Thursday, January 13, 2022

Hitler's Brain

And yet, he still brought Britain to the point of collapse. If he had known.

Despite loss in the Battle of Britain, despite abandonment of Sea Lion, despite set plans to create a two-front war, Adolph Hitler had Britain on her knees--because of the Mediterranean.

When Mussolini invaded Greece, Libya and Egypt in early 1941 Churchill rushed units to expel the Italians. This they did in quick order in utter embarrassment to Mussolini. Hitler felt a need, although he wished not to do it, focused as exclusively as he could be on Barbarossa, originally set to commence May 15, pushed back (fatally) to June 22 by a coup d'etat in Yugoslavia, to send a field general and a few divisions to North Africa in support of his friend. The field general was Erwin Rommel and it was he who more than any other individual turned a crushing Axis defeat into battlefield victories that nearly drove Britain from the war.

The refrain in Rule Britannia is "Britannia rules the waves." The British Fleet was the most powerful in the world. Britain's island security depended on ruling the waves, especially in the Mediterranean. But Hitler, an old infantryman, did not grasp the crucial importance of the Navy. It was, to him, an arm to pave the way open for the infantry. 

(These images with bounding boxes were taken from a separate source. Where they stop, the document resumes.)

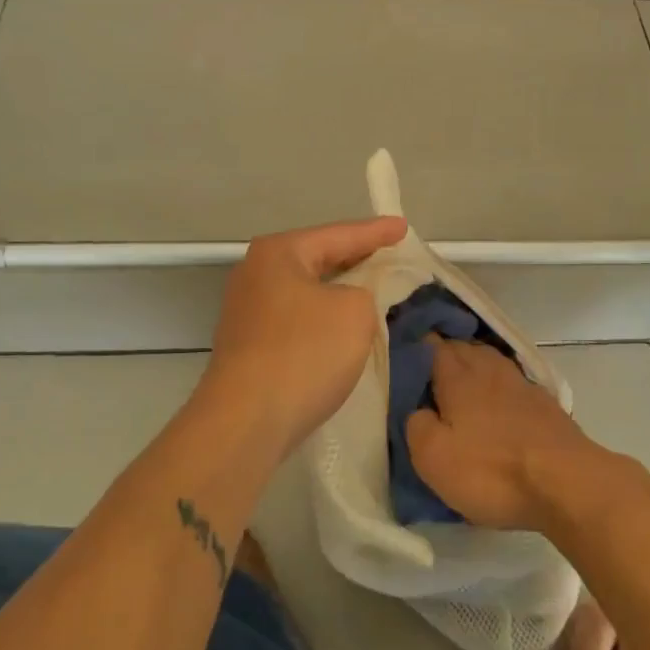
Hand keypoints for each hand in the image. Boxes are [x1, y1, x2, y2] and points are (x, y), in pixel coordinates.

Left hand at [196, 216, 406, 454]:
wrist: (246, 421)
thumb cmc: (304, 353)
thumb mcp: (355, 311)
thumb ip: (364, 292)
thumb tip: (347, 301)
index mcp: (279, 253)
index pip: (338, 234)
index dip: (376, 232)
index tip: (404, 227)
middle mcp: (256, 273)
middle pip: (317, 259)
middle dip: (355, 259)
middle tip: (390, 254)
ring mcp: (247, 311)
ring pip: (307, 291)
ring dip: (339, 292)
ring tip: (373, 289)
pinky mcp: (249, 345)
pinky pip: (297, 319)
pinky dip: (323, 319)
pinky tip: (343, 329)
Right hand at [405, 338, 618, 530]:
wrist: (567, 482)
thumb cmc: (492, 470)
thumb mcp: (434, 457)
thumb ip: (416, 426)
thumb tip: (419, 411)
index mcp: (457, 377)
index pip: (432, 346)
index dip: (417, 347)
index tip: (404, 354)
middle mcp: (489, 369)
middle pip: (463, 348)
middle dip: (445, 354)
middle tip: (427, 371)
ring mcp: (521, 384)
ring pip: (490, 362)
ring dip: (474, 367)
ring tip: (461, 383)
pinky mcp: (545, 404)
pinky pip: (512, 384)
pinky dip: (499, 387)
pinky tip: (498, 401)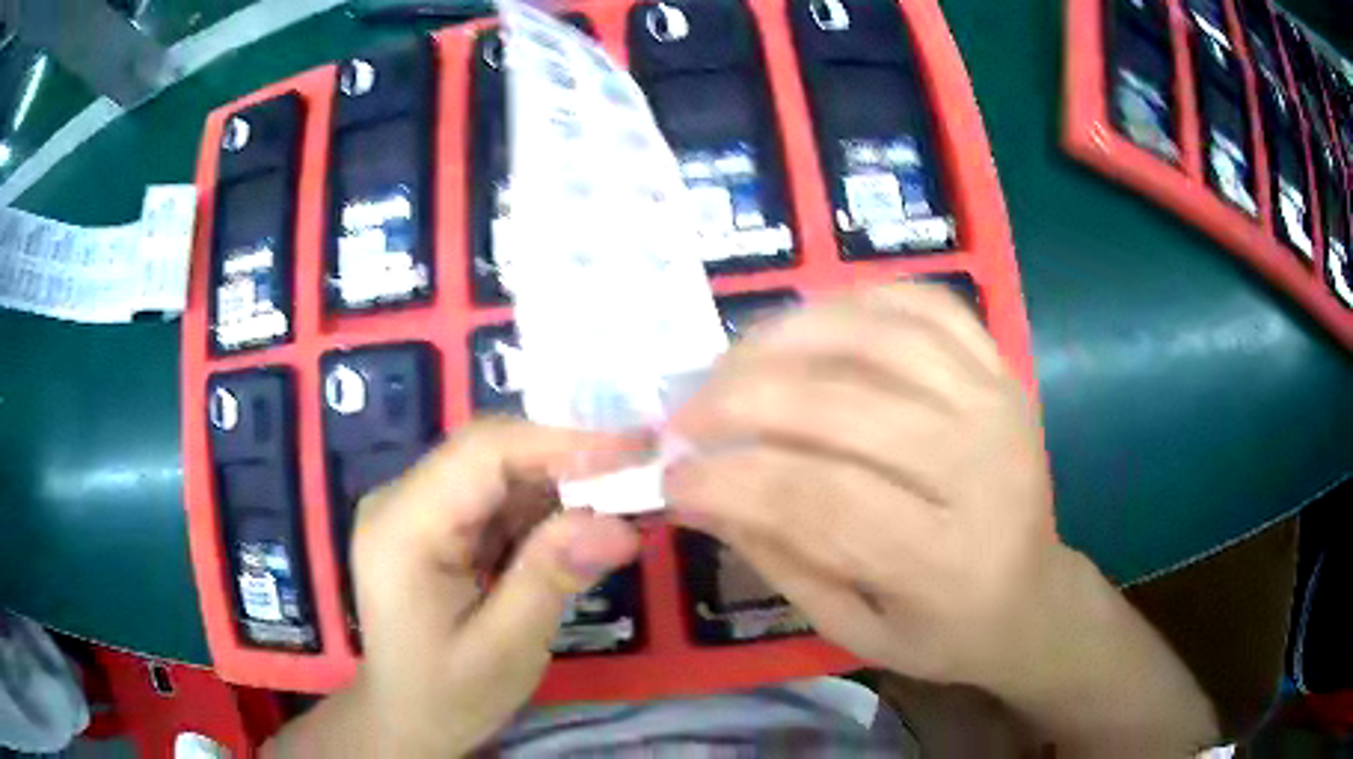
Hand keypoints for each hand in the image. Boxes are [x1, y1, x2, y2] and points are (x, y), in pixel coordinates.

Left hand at [269, 419, 644, 756]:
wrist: (407, 716)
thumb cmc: (447, 694)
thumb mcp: (505, 648)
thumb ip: (552, 578)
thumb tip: (619, 525)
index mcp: (401, 528)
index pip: (482, 453)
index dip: (561, 442)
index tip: (636, 449)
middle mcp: (400, 500)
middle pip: (490, 452)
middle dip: (570, 459)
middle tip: (645, 472)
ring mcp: (415, 506)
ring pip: (499, 469)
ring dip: (563, 482)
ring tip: (627, 497)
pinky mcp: (435, 521)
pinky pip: (496, 496)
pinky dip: (545, 506)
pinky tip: (584, 522)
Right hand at [665, 283, 1052, 687]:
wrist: (1032, 595)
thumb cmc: (942, 630)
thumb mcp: (853, 629)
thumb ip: (779, 559)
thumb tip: (698, 491)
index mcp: (947, 561)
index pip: (822, 501)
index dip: (732, 480)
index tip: (674, 474)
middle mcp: (983, 469)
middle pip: (845, 407)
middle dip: (742, 402)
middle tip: (687, 416)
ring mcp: (999, 403)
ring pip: (879, 337)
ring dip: (786, 339)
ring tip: (732, 365)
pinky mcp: (1002, 369)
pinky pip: (925, 305)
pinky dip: (856, 302)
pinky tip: (808, 327)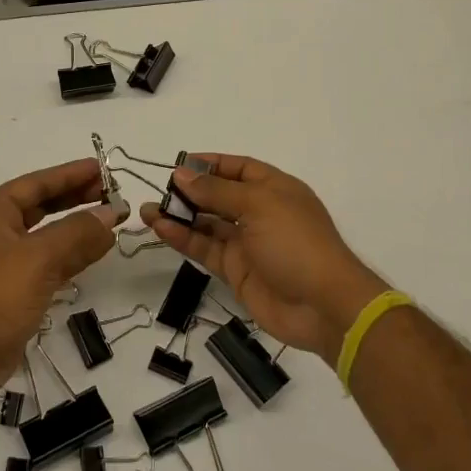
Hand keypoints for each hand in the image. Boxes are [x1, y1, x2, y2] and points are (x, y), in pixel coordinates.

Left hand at [0, 158, 127, 398]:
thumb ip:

Churchill was with Roosevelt when the cable came in: Tobruk had fallen. It was Churchill's darkest day of the war. Roosevelt saw physically on Churchill's face that something dreadful had befallen and when Churchill informed him of the contents of the message, replied with evident feeling, "How can we help?" Churchill would later tell Roosevelt that the loss of Egypt could reasonably mean Britain's discontinuation in the war. 

Hitler did not infer as much. "Whether," it was possible to take Suez, which would have cut off that vital British supply route, it would have to wait, Hitler told Raeder, until after Barbarossa.

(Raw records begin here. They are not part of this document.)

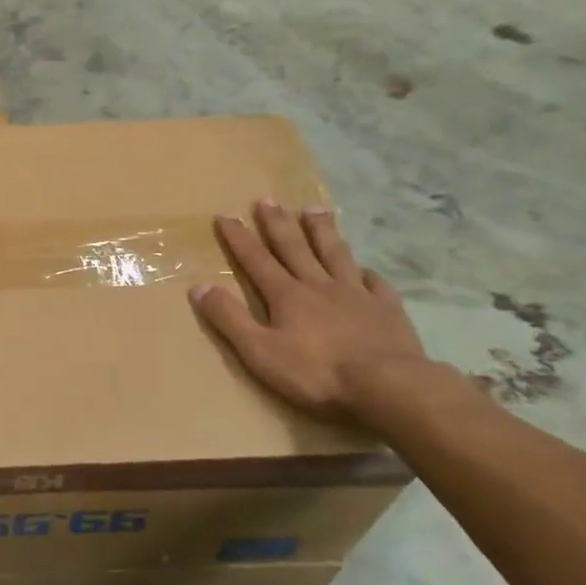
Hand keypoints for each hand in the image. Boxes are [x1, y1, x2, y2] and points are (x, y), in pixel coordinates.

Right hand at [189, 201, 427, 419]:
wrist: (386, 385)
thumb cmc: (316, 372)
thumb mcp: (259, 351)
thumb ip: (229, 318)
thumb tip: (199, 286)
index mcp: (287, 295)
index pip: (256, 260)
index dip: (239, 238)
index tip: (226, 215)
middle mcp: (319, 286)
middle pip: (295, 248)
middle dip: (278, 224)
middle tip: (267, 199)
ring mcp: (356, 294)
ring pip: (335, 254)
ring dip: (322, 231)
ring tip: (314, 209)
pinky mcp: (386, 309)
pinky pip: (374, 282)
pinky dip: (366, 272)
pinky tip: (364, 268)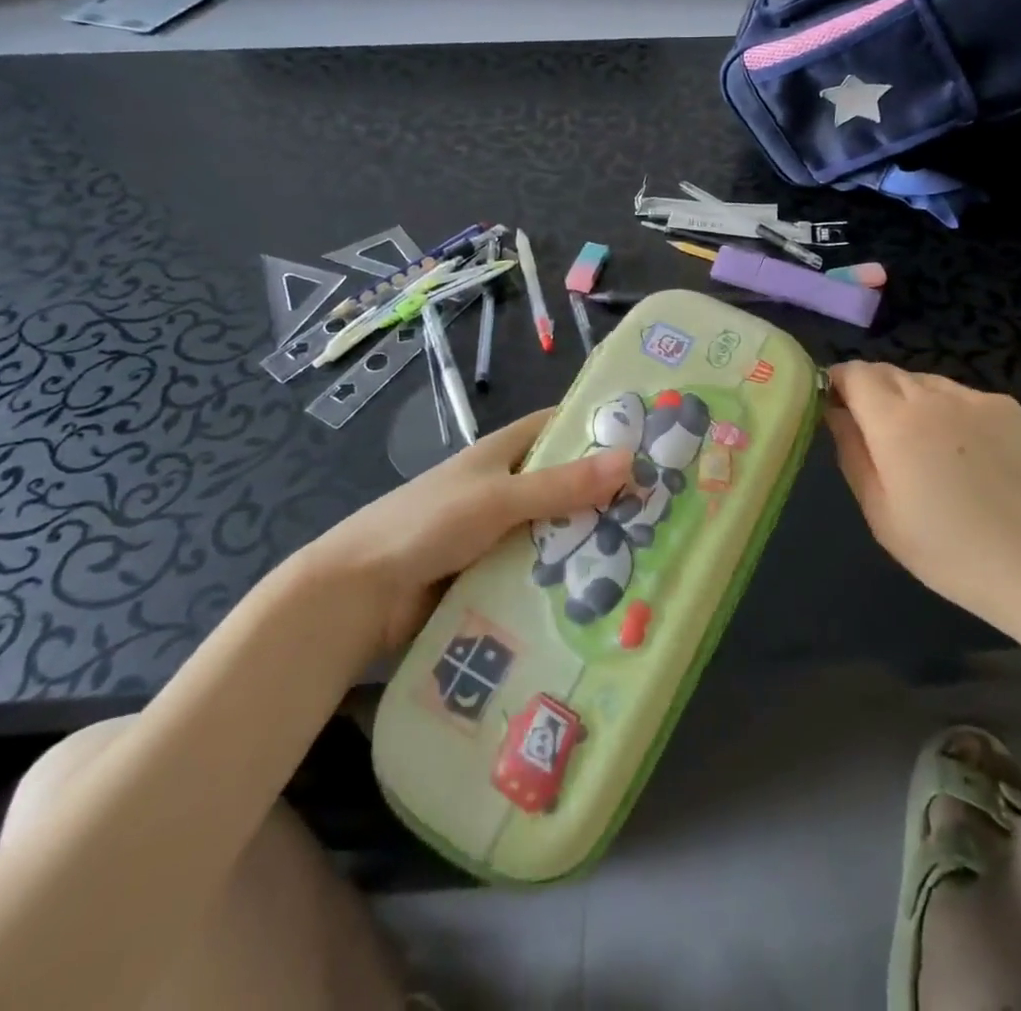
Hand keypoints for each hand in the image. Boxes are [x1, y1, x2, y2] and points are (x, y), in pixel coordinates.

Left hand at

And so an opportunity was lost forever to defeat Great Britain and to make the coming great battle with the Soviet Union a one-front war. Hitler probably fatally endangered his own Russian plan as well. The coup in Yugoslavia "threw Adolph Hitler into one of the wildest rages of his entire life." (Shirer 824). Rage is almost always irrational, no? It was in this instance. Hitler took his eye off the ball and turned it menacingly on Yugoslavia. He utterly destroyed the country, but at a cost of four weeks delay in opening Barbarossa. The delay got Paulus stranded in Stalingrad in the depths of the Russian winter. All the German generals, including Paulus, were unanimous at Nuremberg that those four weeks cost them victory against Russia. And in the whole war had Hitler realized the state Britain was in in North Africa and finished the British off.